Tuesday, May 31, 2011

Nicknames

May 14, 2011

The other day I was filling in an online application and for security sake they ask you to answer a particular question as an identifier that you, the user, are who you say you are. The questions are like “What is your mother’s maiden name?” or “What is/was your nickname”? So I was going to go with the nickname thing, but then I wondered which one would I use?
I guess the very first nickname given to me was by my oldest sister Betty (short for Elizabeth) when she named me “Pinky”. I know, I know, never mind, I was a baby! Boy am I glad that one didn’t stick! Anyway, later on, when I was carrying about 125 lbs on my 6’3” frame a buddy of mine named me “Bennie the Bonerack” and the Bennie/Ben part stuck with me for a long time within a certain circle of friends. But the one nickname that I’ve had the longest was just a shortening of my last name from Hubbard to Hubb.
I’m not sure if it was a sports or a hockey thing but many of my sports playing friend’s nicknames were derived in the same way-just a shortening of the last name.
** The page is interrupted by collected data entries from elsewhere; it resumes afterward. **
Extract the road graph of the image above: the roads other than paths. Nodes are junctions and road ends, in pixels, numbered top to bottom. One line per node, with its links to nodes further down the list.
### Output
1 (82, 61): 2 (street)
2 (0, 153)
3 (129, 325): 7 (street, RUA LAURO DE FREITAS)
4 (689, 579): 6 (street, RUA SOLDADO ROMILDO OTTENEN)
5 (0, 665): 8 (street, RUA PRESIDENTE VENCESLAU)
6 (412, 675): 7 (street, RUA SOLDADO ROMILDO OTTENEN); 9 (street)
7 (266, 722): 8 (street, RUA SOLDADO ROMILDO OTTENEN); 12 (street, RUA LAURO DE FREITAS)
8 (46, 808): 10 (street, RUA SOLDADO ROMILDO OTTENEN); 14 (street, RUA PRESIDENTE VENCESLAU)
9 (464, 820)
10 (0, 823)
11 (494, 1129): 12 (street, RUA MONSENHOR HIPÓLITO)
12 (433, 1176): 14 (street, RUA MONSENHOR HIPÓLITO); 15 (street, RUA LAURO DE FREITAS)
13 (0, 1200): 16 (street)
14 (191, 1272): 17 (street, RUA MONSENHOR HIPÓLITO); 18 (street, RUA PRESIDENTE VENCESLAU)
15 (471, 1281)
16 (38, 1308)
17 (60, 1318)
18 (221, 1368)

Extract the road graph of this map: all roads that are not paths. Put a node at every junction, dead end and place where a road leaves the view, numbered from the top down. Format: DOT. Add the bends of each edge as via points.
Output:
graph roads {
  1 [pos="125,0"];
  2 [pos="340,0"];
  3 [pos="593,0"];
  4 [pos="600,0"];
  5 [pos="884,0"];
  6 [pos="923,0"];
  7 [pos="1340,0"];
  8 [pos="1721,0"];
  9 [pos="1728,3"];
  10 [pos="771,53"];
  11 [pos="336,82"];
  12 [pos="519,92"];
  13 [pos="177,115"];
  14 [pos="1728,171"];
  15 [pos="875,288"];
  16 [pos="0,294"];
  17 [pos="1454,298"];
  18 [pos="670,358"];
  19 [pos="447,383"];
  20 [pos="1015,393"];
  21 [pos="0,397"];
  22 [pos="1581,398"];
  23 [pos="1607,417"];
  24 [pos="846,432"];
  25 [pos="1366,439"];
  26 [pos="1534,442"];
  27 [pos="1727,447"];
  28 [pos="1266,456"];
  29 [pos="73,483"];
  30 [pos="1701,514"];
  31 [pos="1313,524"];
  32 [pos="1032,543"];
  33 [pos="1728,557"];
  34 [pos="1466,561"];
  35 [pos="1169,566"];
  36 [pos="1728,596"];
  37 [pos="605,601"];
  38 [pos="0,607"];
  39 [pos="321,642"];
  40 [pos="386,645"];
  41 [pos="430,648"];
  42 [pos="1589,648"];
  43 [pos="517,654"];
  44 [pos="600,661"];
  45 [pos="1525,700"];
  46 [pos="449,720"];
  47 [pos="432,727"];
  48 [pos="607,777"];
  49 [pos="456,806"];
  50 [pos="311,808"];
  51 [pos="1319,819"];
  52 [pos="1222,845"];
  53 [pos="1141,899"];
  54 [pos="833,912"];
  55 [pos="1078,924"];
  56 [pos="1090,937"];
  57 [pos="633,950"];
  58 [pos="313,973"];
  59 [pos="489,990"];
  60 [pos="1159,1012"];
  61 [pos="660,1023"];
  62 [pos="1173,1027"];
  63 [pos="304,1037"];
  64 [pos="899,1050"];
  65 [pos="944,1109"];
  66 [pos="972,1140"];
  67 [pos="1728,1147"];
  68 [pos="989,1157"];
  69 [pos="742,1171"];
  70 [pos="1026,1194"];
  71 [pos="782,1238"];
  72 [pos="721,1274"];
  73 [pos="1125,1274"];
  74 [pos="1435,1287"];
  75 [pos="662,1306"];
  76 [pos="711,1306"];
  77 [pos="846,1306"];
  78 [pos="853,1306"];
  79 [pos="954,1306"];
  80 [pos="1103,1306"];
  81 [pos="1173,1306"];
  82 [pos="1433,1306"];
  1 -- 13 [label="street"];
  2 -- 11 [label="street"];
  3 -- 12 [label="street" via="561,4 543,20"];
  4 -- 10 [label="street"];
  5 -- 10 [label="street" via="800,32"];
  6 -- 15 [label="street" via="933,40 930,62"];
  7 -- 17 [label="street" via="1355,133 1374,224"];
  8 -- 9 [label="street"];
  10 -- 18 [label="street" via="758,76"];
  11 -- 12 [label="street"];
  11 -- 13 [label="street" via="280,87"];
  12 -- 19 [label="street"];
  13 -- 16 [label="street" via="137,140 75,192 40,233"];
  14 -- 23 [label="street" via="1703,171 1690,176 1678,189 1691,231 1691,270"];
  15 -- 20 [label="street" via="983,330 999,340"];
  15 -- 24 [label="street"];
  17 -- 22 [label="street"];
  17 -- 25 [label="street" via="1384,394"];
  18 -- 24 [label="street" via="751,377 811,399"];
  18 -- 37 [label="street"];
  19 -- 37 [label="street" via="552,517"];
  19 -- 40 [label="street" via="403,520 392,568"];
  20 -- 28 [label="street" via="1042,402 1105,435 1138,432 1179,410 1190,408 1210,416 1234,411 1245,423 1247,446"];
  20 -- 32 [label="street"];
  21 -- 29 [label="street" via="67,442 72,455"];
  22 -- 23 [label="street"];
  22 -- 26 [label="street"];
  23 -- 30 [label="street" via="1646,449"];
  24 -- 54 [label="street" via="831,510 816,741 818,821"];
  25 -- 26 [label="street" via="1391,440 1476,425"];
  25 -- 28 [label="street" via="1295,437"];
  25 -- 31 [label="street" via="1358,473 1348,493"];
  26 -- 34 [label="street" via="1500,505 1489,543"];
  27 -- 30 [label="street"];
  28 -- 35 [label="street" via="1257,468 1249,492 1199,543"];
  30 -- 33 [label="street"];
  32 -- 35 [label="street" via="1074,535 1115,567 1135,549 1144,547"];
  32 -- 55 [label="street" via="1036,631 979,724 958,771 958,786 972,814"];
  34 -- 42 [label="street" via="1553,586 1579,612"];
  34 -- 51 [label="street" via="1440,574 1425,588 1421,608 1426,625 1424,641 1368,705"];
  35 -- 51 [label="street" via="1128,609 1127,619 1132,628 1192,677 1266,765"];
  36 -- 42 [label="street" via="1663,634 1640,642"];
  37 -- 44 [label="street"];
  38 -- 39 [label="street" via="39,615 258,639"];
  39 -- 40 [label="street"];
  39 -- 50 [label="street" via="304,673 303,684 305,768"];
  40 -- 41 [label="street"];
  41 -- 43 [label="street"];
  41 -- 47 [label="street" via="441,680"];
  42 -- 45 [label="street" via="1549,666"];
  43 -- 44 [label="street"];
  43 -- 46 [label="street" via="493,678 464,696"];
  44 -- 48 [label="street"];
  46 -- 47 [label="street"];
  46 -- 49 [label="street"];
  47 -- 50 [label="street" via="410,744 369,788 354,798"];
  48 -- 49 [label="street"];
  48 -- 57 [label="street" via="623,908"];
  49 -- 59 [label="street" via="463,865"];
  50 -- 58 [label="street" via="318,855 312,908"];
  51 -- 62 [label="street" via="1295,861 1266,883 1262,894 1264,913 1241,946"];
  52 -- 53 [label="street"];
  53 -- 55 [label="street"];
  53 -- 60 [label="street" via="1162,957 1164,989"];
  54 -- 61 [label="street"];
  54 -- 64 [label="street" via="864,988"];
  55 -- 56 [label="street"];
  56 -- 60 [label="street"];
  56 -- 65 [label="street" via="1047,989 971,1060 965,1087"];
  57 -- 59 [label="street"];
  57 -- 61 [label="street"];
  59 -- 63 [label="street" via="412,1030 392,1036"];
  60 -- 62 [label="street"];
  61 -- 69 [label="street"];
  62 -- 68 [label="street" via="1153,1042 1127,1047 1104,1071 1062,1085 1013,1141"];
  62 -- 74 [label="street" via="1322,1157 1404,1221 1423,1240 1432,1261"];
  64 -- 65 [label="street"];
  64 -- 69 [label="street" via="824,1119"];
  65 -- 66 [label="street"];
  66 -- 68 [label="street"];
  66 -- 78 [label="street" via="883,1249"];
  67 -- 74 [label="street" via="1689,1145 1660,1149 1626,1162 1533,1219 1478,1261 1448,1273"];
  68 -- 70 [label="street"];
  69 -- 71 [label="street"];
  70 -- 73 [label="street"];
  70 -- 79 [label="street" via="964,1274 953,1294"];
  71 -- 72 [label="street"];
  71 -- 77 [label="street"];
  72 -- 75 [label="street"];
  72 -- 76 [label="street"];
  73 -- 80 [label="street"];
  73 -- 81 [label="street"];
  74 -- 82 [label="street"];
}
Jerry Wasnik was Waz or Wazzy; Jim Welykochy was Welo and Rick Metzler was Metz, or to be correct, it was actually “The Amazing New York Metz”.
A lot of other nicknames are given by adding a “y” or “ie” or an “o” to a name to give someone a nickname like Sproaty or Jonesy or Deano.
A few years ago I had worked at Don “Bronco” Horvath’s lumberyard in Wawota. Wawota, like many small towns, gives a nickname to everybody and although I worked there for nearly a year I don’t think I could name many of the locals by their actual given names. I knew Twiggy and Soupy and Coyote and Radar and Hawk but I’d be hard pressed to come up with their real names.
It’s not so different here in Kipling, though. I recall stopping in at one of the local watering holes and taking a chair at a table with Gooch, Gub, Goose and Junior.
In Canada, with our diverse ethnic backgounds, (around Kipling it’s usually something Hungarian), a nickname can come from a word in the old tongue like “Kakas” (pronounced something like kaukaush, if that helps) which, in English, means cock, as in rooster. Then there’s the old country name translation thing like Pista (peeshta), which is Hungarian for anyone name Steve.
Some given first names have many different variations like Rich, Ritchie, Rick, Dick or Dickie for Richard or Will or Willy, Bill or Billy for William. In my family alone we’ve got a Jack for John, Betty for Elizabeth, Dot for Dorothy, Margo for Marguerite, Jeannie for Mary Jeanne, Gordie, Gord or Gordo for Gordon and Shelly for Michelle. I think Judy and I were the only ones that went by their actual given names most of the time. Actually, for the first six years of my life I thought my name was “Stop That!”- Ba-dum-DUM-TSH!
Today, many kids use their peer’s last name as their nickname-like Kish or Vargo or Kertai- which, if you are a regular reader of this column you’ll know my feelings on that subject, (see In My Humble Opinion-March 18th edition of The Citizen), which, to me, not only shows a lack of respect but little imagination also. Mind you, Hubb, Waz and Metz aren’t stretching the imagination by any means, either.
The following are a sampling of the nicknames of some of the people that I have come to know in my lifetime. If your inquiring mind needs to know, and you don’t know who the following are, you can contact me for their real names if necessary. In my time I have known a Schlaps, Spy, Smoothy, Moose, Orca, Scrag, Poots, Turk, Nellie, Zipper, Muck, Doc, Roter, Hopper, Gonzo, Birdie, Viggy, Bugsy, Mo (more than one), Bubba, Crow, Koochy, Zuggs, T-Bone, Pepitone…
“Nicknames stick to people, and the most ridiculous are the most adhesive.”-Thomas C. Haliburton (1798-1865).